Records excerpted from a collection
-- -- --

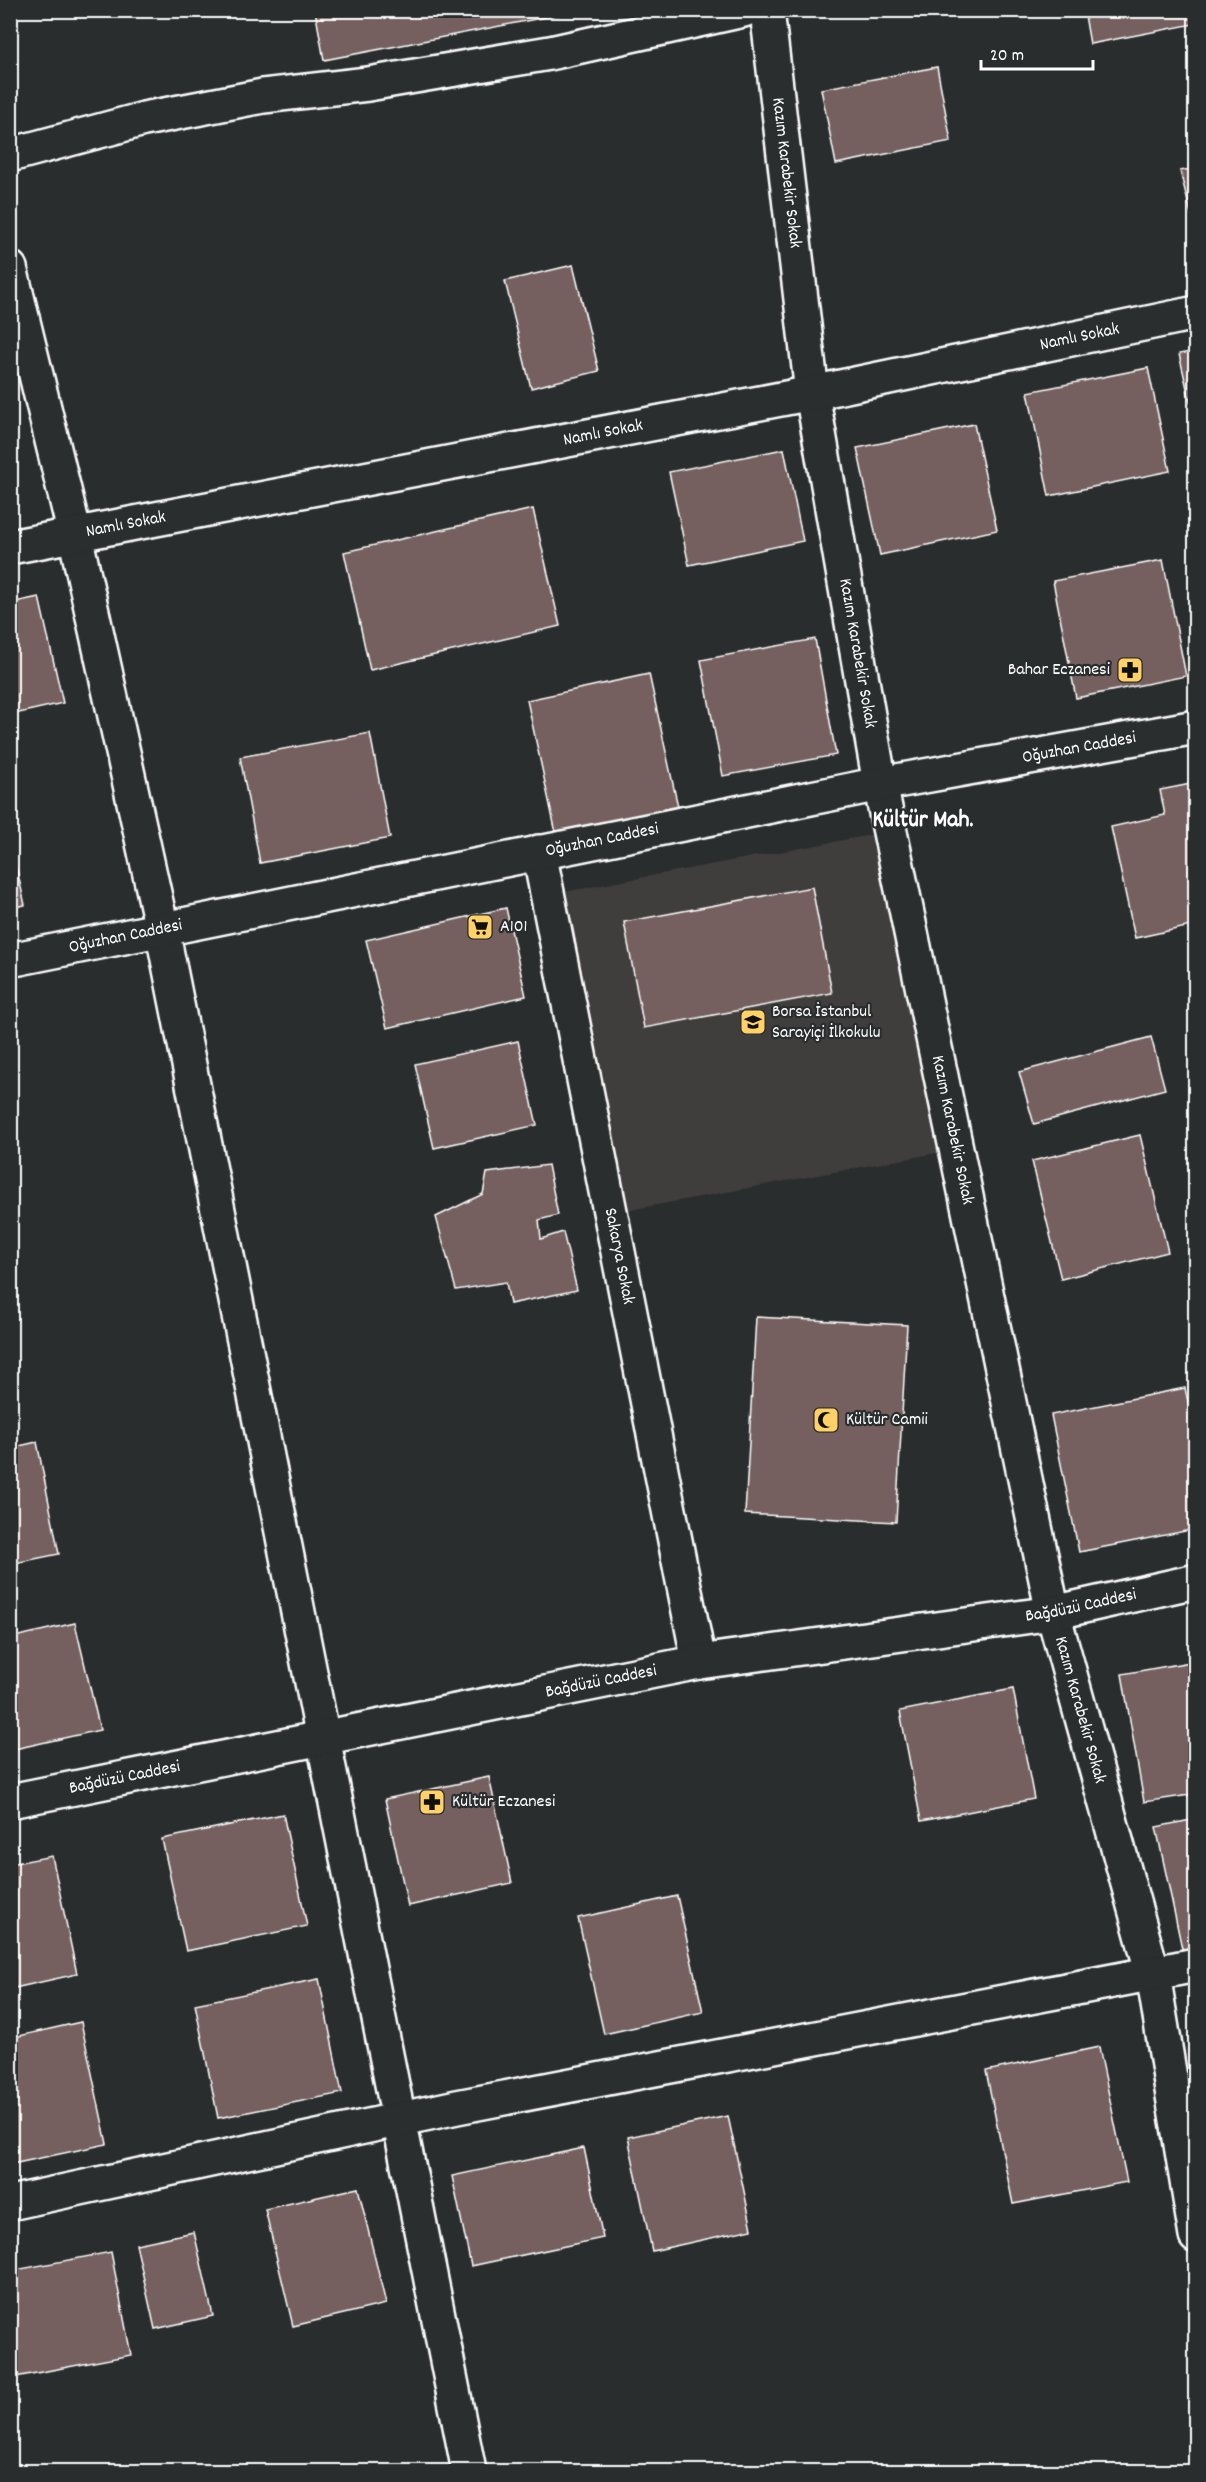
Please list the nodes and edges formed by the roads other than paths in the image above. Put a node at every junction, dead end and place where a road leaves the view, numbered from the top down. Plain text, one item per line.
1 (744, 10) edge
2 (767, 10) edge
3 (10, 154) edge
4 (10, 268) edge
5 (1196, 312) edge
6 (812, 393) junction
7 (75, 535) junction
8 (10, 547) edge
9 (1196, 727) edge
10 (880, 784) junction
11 (539, 852) junction
12 (162, 929) junction
13 (10, 960) edge
14 (1196, 1581) edge
15 (1053, 1613) junction
16 (699, 1662) junction
17 (324, 1738) junction
18 (10, 1801) edge
19 (1196, 1965) edge
20 (1153, 1974) junction
21 (400, 2120) junction
22 (10, 2204) edge
23 (1196, 2236) edge
24 (468, 2466) dead end

1 - 3 street
2 - 6 street, Kazım Karabekir Sokak
4 - 7 street
5 - 6 street, Namlı Sokak
6 - 7 street, Namlı Sokak
6 - 10 street, Kazım Karabekir Sokak
7 - 8 street, Namlı Sokak
7 - 12 street
9 - 10 street, Oğuzhan Caddesi
10 - 11 street, Oğuzhan Caddesi
10 - 15 street, Kazım Karabekir Sokak
11 - 12 street, Oğuzhan Caddesi
11 - 16 street, Sakarya Sokak
12 - 13 street, Oğuzhan Caddesi
12 - 17 street
14 - 15 street, Bağdüzü Caddesi
15 - 16 street, Bağdüzü Caddesi
15 - 20 street, Kazım Karabekir Sokak
16 - 17 street, Bağdüzü Caddesi
17 - 18 street, Bağdüzü Caddesi
17 - 21 street
19 - 20 street
20 - 21 street
20 - 23 street, Kazım Karabekir Sokak
21 - 22 street
21 - 24 street

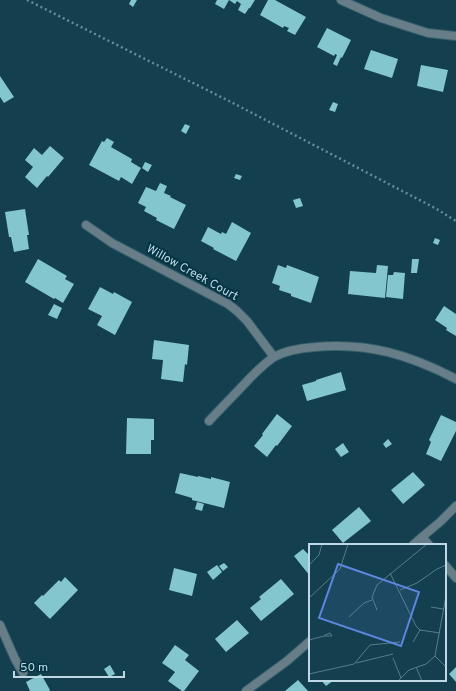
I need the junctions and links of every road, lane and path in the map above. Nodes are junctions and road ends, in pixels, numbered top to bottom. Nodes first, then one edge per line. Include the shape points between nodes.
1 (27, 0) edge
2 (341, 0) edge
3 (456, 36) edge
4 (456, 221) edge
5 (86, 225) dead end
6 (274, 357) junction
7 (456, 379) edge
8 (209, 421) dead end
9 (456, 506) edge
10 (422, 536) junction
11 (414, 544) edge
12 (428, 544) edge
13 (446, 566) edge
14 (456, 578) edge
15 (0, 625) edge
16 (309, 643) edge
17 (23, 673) dead end
18 (246, 691) edge

1 - 4 path via 229,101
2 - 3 street via 380,18 428,33
5 - 6 street, Willow Creek Court via 112,243 228,304 246,321
6 - 7 street via 298,349 321,346 340,345 377,349 416,360
6 - 8 street
9 - 10 street
10 - 11 street
10 - 12 street
13 - 14 street
15 - 17 street
16 - 18 street

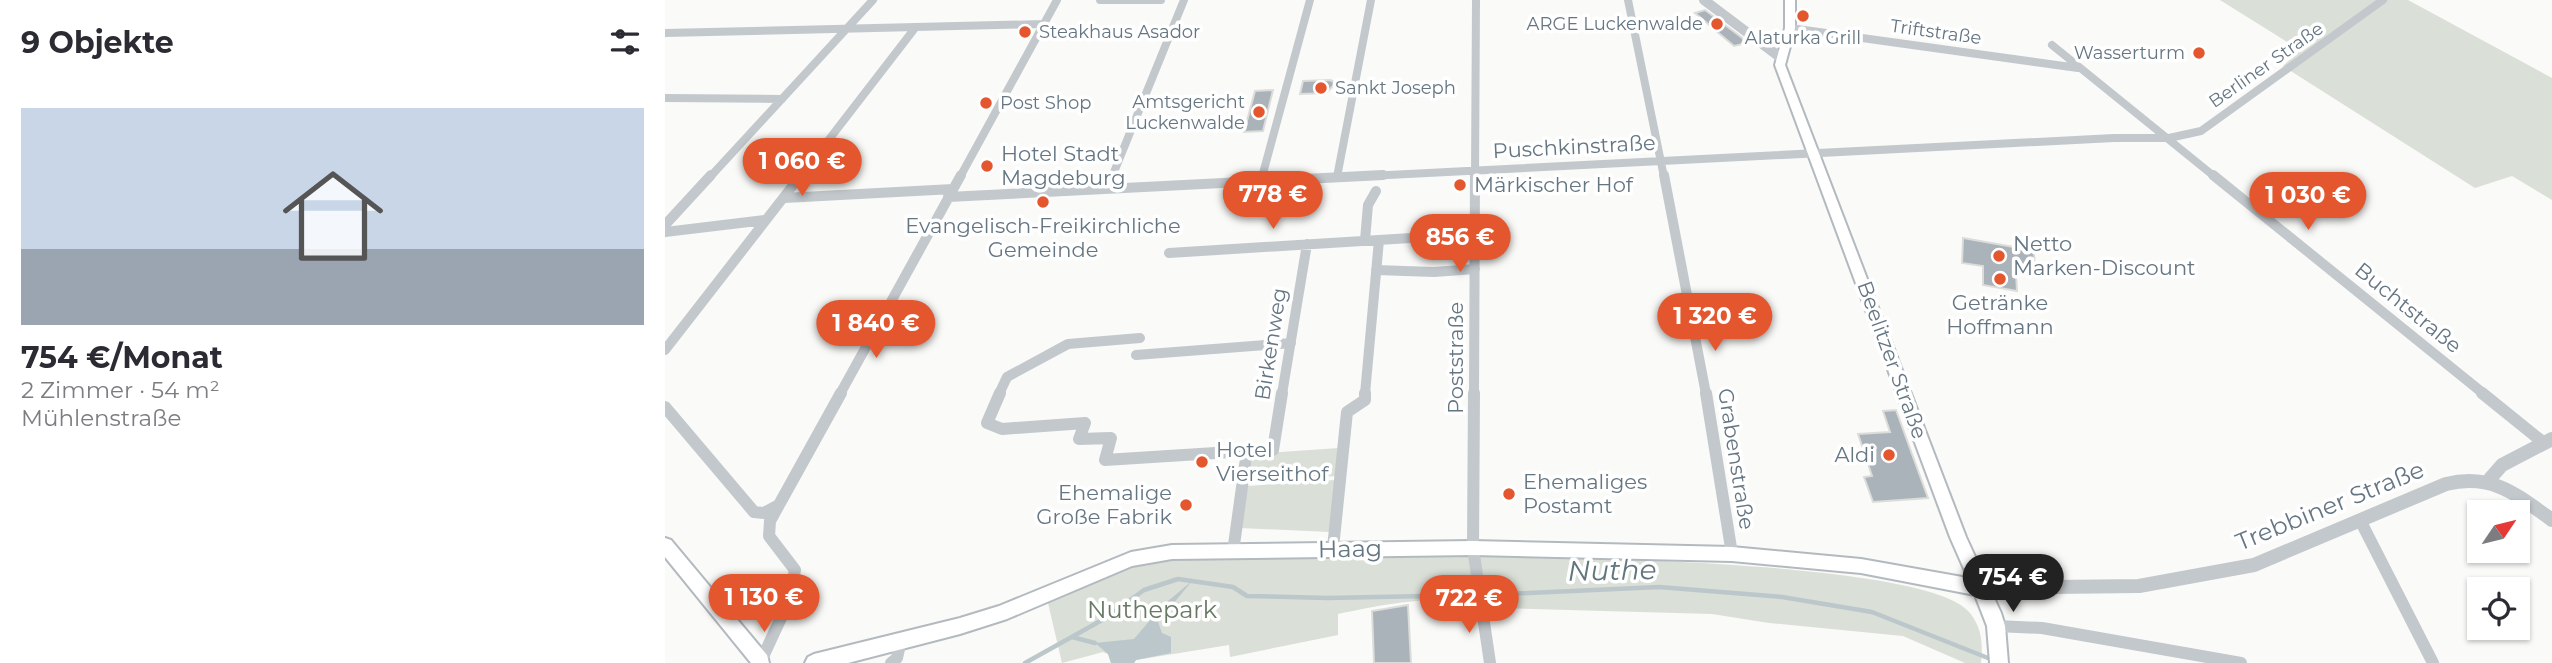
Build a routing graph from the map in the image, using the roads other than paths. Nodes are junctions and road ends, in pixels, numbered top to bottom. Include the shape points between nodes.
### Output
1 (873, 0) edge
2 (1056, 0) edge
3 (1100, 0) edge
4 (1161, 0) edge
5 (1184, 0) edge
6 (1310, 0) edge
7 (1371, 0) edge
8 (1476, 0) edge
9 (1628, 0) edge
10 (1704, 0) edge
11 (1790, 0) edge
12 (2383, 0) edge
13 (1043, 24) junction
14 (915, 28) junction
15 (1790, 28) junction
16 (846, 30) junction
17 (665, 33) edge
18 (2052, 45) dead end
19 (1781, 58) junction
20 (2078, 68) junction
21 (665, 98) edge
22 (782, 99) junction
23 (2201, 131) joint
24 (2169, 138) junction
25 (1813, 153) junction
26 (1659, 160) junction
27 (1475, 169) junction
28 (1337, 177) junction
29 (1261, 181) junction
30 (1377, 182) junction
31 (1107, 189) junction
32 (950, 193) junction
33 (784, 198) junction
34 (765, 220) junction
35 (665, 225) edge
36 (665, 232) edge
37 (1475, 234) junction
38 (1365, 240) junction
39 (1379, 240) junction
40 (1307, 244) junction
41 (1169, 253) dead end
42 (1475, 269) junction
43 (1376, 270) junction
44 (1140, 338) dead end
45 (1291, 343) junction
46 (665, 350) edge
47 (1136, 355) dead end
48 (665, 407) edge
49 (2548, 441) edge
50 (1273, 450) dead end
51 (2488, 481) junction
52 (777, 506) junction
53 (2360, 520) junction
54 (2552, 520) edge
55 (665, 545) edge
56 (1333, 548) junction
57 (1473, 548) junction
58 (1233, 552) junction
59 (1732, 554) junction
60 (1980, 588) junction
61 (1996, 626) junction
62 (901, 640) junction
63 (1999, 659) edge
64 (763, 662) edge
65 (814, 663) edge
66 (891, 663) edge
67 (1490, 663) edge
68 (2241, 663) edge
69 (2433, 663) edge

1 - 16 street
2 - 13 street
3 - 4 street
5 - 31 street
6 - 29 street
7 - 28 street
8 - 27 street, Poststraße
9 - 26 street, Grabenstraße
10 - 19 street
11 - 15 main road
12 - 23 street, Berliner Straße
13 - 14 street
13 - 32 street
14 - 16 street
14 - 33 street
15 - 19 main road
15 - 20 street, Triftstraße
16 - 17 street
16 - 22 street
18 - 20 street, Buchtstraße
19 - 25 main road, Beelitzer Straße
20 - 24 street, Buchtstraße
21 - 22 street
22 - 35 street
23 - 24 street, Puschkinstraße
24 - 25 street, Puschkinstraße
24 - 49 street, Buchtstraße
25 - 26 street, Puschkinstraße
25 - 60 main road, Beelitzer Straße
26 - 27 street, Puschkinstraße
26 - 59 street, Grabenstraße via 1694,322
27 - 30 street, Puschkinstraße
27 - 37 street, Poststraße
28 - 29 street, Puschkinstraße
28 - 30 street, Puschkinstraße
29 - 31 street, Puschkinstraße
30 - 38 street via 1368,205
31 - 32 street, Puschkinstraße
32 - 33 street, Puschkinstraße
32 - 52 street
33 - 34 street
34 - 36 street
34 - 46 street
37 - 39 street
37 - 42 street, Poststraße
38 - 39 street
38 - 40 street
39 - 43 street
40 - 41 street
40 - 45 street, Birkenweg
42 - 43 street
42 - 57 street, Poststraße
43 - 56 street via 1365,400 1347,412
44 - 58 street via 1068,344 1007,377 987,423 1002,429 1085,423 1079,439 1111,438 1105,460 1247,451
45 - 47 street
45 - 50 street, Birkenweg
48 - 52 street via 754,512
49 - 51 street via 2502,465
51 - 53 street, Trebbiner Straße via 2456,481
51 - 54 street via 2507,488
52 - 64 street via 769,536 795,570 794,585
53 - 60 street, Trebbiner Straße via 2254,565 2139,586
53 - 69 street
55 - 64 main road
56 - 57 main road, Haag
56 - 58 main road, Haag
57 - 59 main road, Haag
57 - 67 street, Poststraße
58 - 62 main road, Haag via 1172,552 1131,559 1001,613
59 - 60 main road, Haag via 1861,566
60 - 61 main road, Beelitzer Straße
61 - 63 main road, Beelitzer Straße
61 - 68 street via 2042,628
62 - 65 main road, Haag
62 - 66 street via 897,658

-- -- --

Task to complete
For each line above, output its wording exactly and leave out any picture.

Answer to this exercise
Please list the nodes and edges formed by the roads other than paths in the image above. Put a node at every junction, dead end and place where a road leaves the view, numbered from the top down. Plain text, one item per line.
1 (744, 10) edge
2 (767, 10) edge
3 (10, 154) edge
4 (10, 268) edge
5 (1196, 312) edge
6 (812, 393) junction
7 (75, 535) junction
8 (10, 547) edge
9 (1196, 727) edge
10 (880, 784) junction
11 (539, 852) junction
12 (162, 929) junction
13 (10, 960) edge
14 (1196, 1581) edge
15 (1053, 1613) junction
16 (699, 1662) junction
17 (324, 1738) junction
18 (10, 1801) edge
19 (1196, 1965) edge
20 (1153, 1974) junction
21 (400, 2120) junction
22 (10, 2204) edge
23 (1196, 2236) edge
24 (468, 2466) dead end

1 - 3 street
2 - 6 street, Kazım Karabekir Sokak
4 - 7 street
5 - 6 street, Namlı Sokak
6 - 7 street, Namlı Sokak
6 - 10 street, Kazım Karabekir Sokak
7 - 8 street, Namlı Sokak
7 - 12 street
9 - 10 street, Oğuzhan Caddesi
10 - 11 street, Oğuzhan Caddesi
10 - 15 street, Kazım Karabekir Sokak
11 - 12 street, Oğuzhan Caddesi
11 - 16 street, Sakarya Sokak
12 - 13 street, Oğuzhan Caddesi
12 - 17 street
14 - 15 street, Bağdüzü Caddesi
15 - 16 street, Bağdüzü Caddesi
15 - 20 street, Kazım Karabekir Sokak
16 - 17 street, Bağdüzü Caddesi
17 - 18 street, Bağdüzü Caddesi
17 - 21 street
19 - 20 street
20 - 21 street
20 - 23 street, Kazım Karabekir Sokak
21 - 22 street
21 - 24 street

I need the junctions and links of every road, lane and path in the map above. Nodes are junctions and road ends, in pixels, numbered top to bottom. Nodes first, then one edge per line. Include the shape points between nodes.
1 (27, 0) edge
2 (341, 0) edge
3 (456, 36) edge
4 (456, 221) edge
5 (86, 225) dead end
6 (274, 357) junction
7 (456, 379) edge
8 (209, 421) dead end
9 (456, 506) edge
10 (422, 536) junction
11 (414, 544) edge
12 (428, 544) edge
13 (446, 566) edge
14 (456, 578) edge
15 (0, 625) edge
16 (309, 643) edge
17 (23, 673) dead end
18 (246, 691) edge

1 - 4 path via 229,101
2 - 3 street via 380,18 428,33
5 - 6 street, Willow Creek Court via 112,243 228,304 246,321
6 - 7 street via 298,349 321,346 340,345 377,349 416,360
6 - 8 street
9 - 10 street
10 - 11 street
10 - 12 street
13 - 14 street
15 - 17 street
16 - 18 street

Build a routing graph from the map in the image, using the roads other than paths. Nodes are junctions and road ends, in pixels, numbered top to bottom. Include the shape points between nodes.
### Output
1 (873, 0) edge
2 (1056, 0) edge
3 (1100, 0) edge
4 (1161, 0) edge
5 (1184, 0) edge
6 (1310, 0) edge
7 (1371, 0) edge
8 (1476, 0) edge
9 (1628, 0) edge
10 (1704, 0) edge
11 (1790, 0) edge
12 (2383, 0) edge
13 (1043, 24) junction
14 (915, 28) junction
15 (1790, 28) junction
16 (846, 30) junction
17 (665, 33) edge
18 (2052, 45) dead end
19 (1781, 58) junction
20 (2078, 68) junction
21 (665, 98) edge
22 (782, 99) junction
23 (2201, 131) joint
24 (2169, 138) junction
25 (1813, 153) junction
26 (1659, 160) junction
27 (1475, 169) junction
28 (1337, 177) junction
29 (1261, 181) junction
30 (1377, 182) junction
31 (1107, 189) junction
32 (950, 193) junction
33 (784, 198) junction
34 (765, 220) junction
35 (665, 225) edge
36 (665, 232) edge
37 (1475, 234) junction
38 (1365, 240) junction
39 (1379, 240) junction
40 (1307, 244) junction
41 (1169, 253) dead end
42 (1475, 269) junction
43 (1376, 270) junction
44 (1140, 338) dead end
45 (1291, 343) junction
46 (665, 350) edge
47 (1136, 355) dead end
48 (665, 407) edge
49 (2548, 441) edge
50 (1273, 450) dead end
51 (2488, 481) junction
52 (777, 506) junction
53 (2360, 520) junction
54 (2552, 520) edge
55 (665, 545) edge
56 (1333, 548) junction
57 (1473, 548) junction
58 (1233, 552) junction
59 (1732, 554) junction
60 (1980, 588) junction
61 (1996, 626) junction
62 (901, 640) junction
63 (1999, 659) edge
64 (763, 662) edge
65 (814, 663) edge
66 (891, 663) edge
67 (1490, 663) edge
68 (2241, 663) edge
69 (2433, 663) edge

1 - 16 street
2 - 13 street
3 - 4 street
5 - 31 street
6 - 29 street
7 - 28 street
8 - 27 street, Poststraße
9 - 26 street, Grabenstraße
10 - 19 street
11 - 15 main road
12 - 23 street, Berliner Straße
13 - 14 street
13 - 32 street
14 - 16 street
14 - 33 street
15 - 19 main road
15 - 20 street, Triftstraße
16 - 17 street
16 - 22 street
18 - 20 street, Buchtstraße
19 - 25 main road, Beelitzer Straße
20 - 24 street, Buchtstraße
21 - 22 street
22 - 35 street
23 - 24 street, Puschkinstraße
24 - 25 street, Puschkinstraße
24 - 49 street, Buchtstraße
25 - 26 street, Puschkinstraße
25 - 60 main road, Beelitzer Straße
26 - 27 street, Puschkinstraße
26 - 59 street, Grabenstraße via 1694,322
27 - 30 street, Puschkinstraße
27 - 37 street, Poststraße
28 - 29 street, Puschkinstraße
28 - 30 street, Puschkinstraße
29 - 31 street, Puschkinstraße
30 - 38 street via 1368,205
31 - 32 street, Puschkinstraße
32 - 33 street, Puschkinstraße
32 - 52 street
33 - 34 street
34 - 36 street
34 - 46 street
37 - 39 street
37 - 42 street, Poststraße
38 - 39 street
38 - 40 street
39 - 43 street
40 - 41 street
40 - 45 street, Birkenweg
42 - 43 street
42 - 57 street, Poststraße
43 - 56 street via 1365,400 1347,412
44 - 58 street via 1068,344 1007,377 987,423 1002,429 1085,423 1079,439 1111,438 1105,460 1247,451
45 - 47 street
45 - 50 street, Birkenweg
48 - 52 street via 754,512
49 - 51 street via 2502,465
51 - 53 street, Trebbiner Straße via 2456,481
51 - 54 street via 2507,488
52 - 64 street via 769,536 795,570 794,585
53 - 60 street, Trebbiner Straße via 2254,565 2139,586
53 - 69 street
55 - 64 main road
56 - 57 main road, Haag
56 - 58 main road, Haag
57 - 59 main road, Haag
57 - 67 street, Poststraße
58 - 62 main road, Haag via 1172,552 1131,559 1001,613
59 - 60 main road, Haag via 1861,566
60 - 61 main road, Beelitzer Straße
61 - 63 main road, Beelitzer Straße
61 - 68 street via 2042,628
62 - 65 main road, Haag
62 - 66 street via 897,658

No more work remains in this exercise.